■ REQUIRED ACTION:
When the word "Pettygrove" shows up in a line of the data below, copy that whole line.

**** MATERIAL FOR THIS EXERCISE ****

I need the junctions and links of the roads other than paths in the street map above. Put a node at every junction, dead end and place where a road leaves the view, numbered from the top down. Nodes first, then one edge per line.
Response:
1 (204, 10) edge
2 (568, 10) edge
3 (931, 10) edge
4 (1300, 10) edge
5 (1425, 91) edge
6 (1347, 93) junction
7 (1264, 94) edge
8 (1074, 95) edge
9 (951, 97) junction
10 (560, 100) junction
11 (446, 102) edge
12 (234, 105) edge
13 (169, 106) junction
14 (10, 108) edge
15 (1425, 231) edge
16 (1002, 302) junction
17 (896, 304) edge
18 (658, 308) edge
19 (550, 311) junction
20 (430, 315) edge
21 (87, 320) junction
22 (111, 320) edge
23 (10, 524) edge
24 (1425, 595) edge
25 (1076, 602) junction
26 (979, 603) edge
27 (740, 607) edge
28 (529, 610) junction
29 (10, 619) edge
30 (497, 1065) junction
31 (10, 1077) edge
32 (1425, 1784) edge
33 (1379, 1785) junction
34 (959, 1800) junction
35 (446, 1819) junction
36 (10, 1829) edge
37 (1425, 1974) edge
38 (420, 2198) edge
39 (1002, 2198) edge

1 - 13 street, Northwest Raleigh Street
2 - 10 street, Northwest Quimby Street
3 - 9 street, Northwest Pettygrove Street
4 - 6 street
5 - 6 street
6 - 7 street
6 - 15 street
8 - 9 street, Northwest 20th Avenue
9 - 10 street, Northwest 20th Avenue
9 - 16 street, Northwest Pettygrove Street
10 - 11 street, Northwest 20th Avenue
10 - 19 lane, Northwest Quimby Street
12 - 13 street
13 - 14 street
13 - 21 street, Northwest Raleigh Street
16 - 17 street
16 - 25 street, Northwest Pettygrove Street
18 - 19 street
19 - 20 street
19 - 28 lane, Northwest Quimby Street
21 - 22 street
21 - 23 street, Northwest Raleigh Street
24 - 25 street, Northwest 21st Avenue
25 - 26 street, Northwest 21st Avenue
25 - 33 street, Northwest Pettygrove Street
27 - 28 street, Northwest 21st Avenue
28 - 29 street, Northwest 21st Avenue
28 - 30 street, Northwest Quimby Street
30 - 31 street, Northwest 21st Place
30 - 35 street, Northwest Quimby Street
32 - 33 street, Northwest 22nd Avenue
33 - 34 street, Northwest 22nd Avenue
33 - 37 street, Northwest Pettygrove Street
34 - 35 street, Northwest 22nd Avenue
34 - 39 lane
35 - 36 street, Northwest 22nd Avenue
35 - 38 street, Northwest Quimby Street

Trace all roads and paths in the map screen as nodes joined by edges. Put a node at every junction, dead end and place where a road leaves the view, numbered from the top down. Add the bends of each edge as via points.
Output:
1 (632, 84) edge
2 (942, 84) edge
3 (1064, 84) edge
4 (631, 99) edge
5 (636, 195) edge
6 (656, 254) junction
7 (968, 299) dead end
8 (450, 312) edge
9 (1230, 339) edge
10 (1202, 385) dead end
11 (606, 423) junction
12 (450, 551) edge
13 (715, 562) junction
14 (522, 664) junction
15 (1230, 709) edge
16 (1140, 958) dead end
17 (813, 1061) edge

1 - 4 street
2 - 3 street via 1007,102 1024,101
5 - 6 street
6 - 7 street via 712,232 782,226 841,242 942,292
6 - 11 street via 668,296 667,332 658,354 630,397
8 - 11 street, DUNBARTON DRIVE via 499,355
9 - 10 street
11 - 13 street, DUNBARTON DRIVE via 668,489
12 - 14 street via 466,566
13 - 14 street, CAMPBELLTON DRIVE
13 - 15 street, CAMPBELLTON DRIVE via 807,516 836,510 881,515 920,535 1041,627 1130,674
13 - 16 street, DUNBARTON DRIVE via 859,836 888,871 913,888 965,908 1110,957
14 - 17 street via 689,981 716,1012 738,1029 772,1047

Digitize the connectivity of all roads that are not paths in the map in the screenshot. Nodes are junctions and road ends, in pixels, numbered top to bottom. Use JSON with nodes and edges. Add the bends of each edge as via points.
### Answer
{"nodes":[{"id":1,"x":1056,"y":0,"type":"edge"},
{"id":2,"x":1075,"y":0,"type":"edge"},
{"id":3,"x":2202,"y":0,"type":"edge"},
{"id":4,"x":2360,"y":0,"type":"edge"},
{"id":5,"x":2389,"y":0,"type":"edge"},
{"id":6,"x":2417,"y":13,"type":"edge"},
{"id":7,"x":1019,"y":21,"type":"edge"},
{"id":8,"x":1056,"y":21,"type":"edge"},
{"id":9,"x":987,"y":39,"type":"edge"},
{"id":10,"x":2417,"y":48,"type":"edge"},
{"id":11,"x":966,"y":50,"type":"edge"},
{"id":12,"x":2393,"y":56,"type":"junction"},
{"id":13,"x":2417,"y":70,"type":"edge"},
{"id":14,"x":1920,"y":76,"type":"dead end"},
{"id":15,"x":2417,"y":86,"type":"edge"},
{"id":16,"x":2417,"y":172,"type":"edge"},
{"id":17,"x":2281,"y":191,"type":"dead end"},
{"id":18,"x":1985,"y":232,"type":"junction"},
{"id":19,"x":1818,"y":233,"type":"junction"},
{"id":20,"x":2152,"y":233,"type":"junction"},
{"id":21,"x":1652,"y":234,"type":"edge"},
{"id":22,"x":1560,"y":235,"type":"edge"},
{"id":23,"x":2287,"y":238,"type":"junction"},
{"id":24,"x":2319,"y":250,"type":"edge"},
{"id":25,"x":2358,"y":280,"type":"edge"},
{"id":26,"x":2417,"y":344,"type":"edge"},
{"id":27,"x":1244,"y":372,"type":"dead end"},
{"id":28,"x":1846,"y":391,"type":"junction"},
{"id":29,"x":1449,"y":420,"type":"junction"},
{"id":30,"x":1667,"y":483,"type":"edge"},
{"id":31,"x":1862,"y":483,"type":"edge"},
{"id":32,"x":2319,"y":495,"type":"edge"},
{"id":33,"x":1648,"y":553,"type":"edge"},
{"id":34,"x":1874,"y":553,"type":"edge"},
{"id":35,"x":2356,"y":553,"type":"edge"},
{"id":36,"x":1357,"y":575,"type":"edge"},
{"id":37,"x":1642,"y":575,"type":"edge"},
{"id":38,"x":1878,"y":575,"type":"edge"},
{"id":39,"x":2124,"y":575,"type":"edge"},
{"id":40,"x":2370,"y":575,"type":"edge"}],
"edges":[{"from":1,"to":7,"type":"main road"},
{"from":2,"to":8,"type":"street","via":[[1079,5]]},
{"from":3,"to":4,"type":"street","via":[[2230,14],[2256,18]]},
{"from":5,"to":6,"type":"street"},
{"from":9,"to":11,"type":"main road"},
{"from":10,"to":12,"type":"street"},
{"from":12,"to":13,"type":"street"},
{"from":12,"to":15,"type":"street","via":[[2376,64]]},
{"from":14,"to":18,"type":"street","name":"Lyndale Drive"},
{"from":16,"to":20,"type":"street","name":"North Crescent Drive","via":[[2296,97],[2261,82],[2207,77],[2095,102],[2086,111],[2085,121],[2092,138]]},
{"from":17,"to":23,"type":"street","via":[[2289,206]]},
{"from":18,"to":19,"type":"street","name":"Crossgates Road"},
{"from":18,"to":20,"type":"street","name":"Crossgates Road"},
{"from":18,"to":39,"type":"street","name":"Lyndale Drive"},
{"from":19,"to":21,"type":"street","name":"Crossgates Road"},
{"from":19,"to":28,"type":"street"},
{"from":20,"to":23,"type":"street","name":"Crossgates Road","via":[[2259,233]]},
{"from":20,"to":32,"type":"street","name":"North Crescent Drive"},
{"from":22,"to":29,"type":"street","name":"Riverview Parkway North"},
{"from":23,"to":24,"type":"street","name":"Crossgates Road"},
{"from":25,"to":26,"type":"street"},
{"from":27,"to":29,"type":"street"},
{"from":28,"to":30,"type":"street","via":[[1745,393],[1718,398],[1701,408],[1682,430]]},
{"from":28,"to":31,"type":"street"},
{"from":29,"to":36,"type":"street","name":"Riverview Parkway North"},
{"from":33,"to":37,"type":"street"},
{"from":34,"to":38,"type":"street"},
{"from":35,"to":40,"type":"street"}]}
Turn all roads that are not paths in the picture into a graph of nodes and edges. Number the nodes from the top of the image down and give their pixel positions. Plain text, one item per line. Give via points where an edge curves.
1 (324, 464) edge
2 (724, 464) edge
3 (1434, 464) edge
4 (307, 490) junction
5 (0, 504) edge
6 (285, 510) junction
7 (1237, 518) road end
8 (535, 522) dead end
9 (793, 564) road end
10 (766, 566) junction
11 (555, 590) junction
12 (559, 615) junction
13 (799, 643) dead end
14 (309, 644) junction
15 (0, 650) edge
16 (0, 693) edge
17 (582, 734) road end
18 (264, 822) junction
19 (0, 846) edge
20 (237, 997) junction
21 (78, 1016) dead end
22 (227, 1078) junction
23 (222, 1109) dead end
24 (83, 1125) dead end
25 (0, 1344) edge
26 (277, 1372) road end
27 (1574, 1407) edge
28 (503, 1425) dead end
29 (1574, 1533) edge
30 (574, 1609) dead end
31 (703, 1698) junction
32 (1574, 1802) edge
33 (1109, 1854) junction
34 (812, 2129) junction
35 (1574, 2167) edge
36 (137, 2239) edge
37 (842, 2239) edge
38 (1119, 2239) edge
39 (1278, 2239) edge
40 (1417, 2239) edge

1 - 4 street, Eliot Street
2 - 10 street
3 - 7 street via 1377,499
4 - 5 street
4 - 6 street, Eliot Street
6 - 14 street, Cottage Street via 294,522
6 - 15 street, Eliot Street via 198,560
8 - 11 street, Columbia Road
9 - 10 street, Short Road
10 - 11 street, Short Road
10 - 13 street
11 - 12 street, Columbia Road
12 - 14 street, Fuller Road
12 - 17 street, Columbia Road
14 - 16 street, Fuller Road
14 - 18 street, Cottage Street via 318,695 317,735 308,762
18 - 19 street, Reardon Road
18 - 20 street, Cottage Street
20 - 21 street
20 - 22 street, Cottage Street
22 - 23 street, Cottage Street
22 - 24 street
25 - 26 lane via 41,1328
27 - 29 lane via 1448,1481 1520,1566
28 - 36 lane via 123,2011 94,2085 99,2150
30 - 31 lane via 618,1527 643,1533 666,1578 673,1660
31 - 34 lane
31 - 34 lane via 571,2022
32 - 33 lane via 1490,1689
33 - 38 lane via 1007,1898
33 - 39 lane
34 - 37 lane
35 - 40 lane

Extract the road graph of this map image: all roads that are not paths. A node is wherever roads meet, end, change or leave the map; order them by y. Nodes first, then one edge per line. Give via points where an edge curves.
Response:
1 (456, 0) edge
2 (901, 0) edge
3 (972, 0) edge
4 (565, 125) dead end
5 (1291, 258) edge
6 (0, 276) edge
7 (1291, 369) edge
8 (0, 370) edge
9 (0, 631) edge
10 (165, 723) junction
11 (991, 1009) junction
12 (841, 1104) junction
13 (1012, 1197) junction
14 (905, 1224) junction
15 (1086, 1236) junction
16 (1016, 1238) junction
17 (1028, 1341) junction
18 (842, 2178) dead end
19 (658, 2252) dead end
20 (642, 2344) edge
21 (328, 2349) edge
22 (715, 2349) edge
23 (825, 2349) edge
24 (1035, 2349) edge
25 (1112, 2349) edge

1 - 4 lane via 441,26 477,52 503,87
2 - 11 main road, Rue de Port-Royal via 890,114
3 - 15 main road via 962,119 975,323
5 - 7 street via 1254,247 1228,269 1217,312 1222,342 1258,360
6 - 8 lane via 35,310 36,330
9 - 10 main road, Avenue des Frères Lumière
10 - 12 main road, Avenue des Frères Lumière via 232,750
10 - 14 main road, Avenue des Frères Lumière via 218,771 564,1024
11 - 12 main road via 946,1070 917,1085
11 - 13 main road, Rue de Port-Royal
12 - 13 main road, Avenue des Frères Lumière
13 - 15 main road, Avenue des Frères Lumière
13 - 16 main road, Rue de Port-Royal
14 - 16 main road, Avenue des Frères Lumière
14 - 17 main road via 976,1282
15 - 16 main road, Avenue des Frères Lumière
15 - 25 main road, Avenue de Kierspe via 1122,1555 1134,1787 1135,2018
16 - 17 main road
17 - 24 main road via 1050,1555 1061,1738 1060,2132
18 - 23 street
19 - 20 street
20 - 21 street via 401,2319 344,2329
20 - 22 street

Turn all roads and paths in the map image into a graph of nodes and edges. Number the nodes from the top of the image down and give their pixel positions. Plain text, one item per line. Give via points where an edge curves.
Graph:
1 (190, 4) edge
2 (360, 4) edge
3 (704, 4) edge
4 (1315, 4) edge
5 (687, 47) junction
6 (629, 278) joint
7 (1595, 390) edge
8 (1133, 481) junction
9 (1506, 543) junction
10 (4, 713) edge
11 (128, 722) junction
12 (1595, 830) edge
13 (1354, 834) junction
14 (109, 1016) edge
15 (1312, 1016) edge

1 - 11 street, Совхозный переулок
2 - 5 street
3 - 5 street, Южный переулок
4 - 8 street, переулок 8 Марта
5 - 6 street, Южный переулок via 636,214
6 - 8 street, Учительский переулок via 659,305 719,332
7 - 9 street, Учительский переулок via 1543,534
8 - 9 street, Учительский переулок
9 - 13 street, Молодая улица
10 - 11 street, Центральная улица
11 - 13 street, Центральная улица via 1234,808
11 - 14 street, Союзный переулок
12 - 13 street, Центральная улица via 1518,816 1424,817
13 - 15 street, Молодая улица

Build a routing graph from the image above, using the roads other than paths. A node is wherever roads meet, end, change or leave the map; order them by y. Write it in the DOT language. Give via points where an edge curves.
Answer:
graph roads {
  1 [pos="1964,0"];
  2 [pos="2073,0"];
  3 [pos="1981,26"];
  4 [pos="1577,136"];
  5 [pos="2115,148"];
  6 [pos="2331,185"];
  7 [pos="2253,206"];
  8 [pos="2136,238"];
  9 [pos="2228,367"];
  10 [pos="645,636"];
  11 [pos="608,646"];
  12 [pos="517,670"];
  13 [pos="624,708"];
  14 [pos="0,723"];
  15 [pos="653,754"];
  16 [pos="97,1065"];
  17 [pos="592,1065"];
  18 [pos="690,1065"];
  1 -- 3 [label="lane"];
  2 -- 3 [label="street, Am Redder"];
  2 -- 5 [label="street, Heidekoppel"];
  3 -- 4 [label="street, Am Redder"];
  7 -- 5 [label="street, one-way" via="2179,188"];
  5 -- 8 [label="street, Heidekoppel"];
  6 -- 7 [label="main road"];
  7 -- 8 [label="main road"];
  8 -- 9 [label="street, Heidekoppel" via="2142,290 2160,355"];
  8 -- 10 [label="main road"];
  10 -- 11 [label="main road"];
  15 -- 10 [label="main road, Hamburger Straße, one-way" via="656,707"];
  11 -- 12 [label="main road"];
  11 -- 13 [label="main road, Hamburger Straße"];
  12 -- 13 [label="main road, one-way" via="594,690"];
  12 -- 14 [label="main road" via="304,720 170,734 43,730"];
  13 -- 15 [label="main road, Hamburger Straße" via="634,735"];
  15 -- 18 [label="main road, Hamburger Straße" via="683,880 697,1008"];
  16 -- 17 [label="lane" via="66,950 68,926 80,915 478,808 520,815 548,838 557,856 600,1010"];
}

****

■ EXERCISE ANSWER:
3 - 9 street, Northwest Pettygrove Street
9 - 16 street, Northwest Pettygrove Street
16 - 25 street, Northwest Pettygrove Street
25 - 33 street, Northwest Pettygrove Street
33 - 37 street, Northwest Pettygrove Street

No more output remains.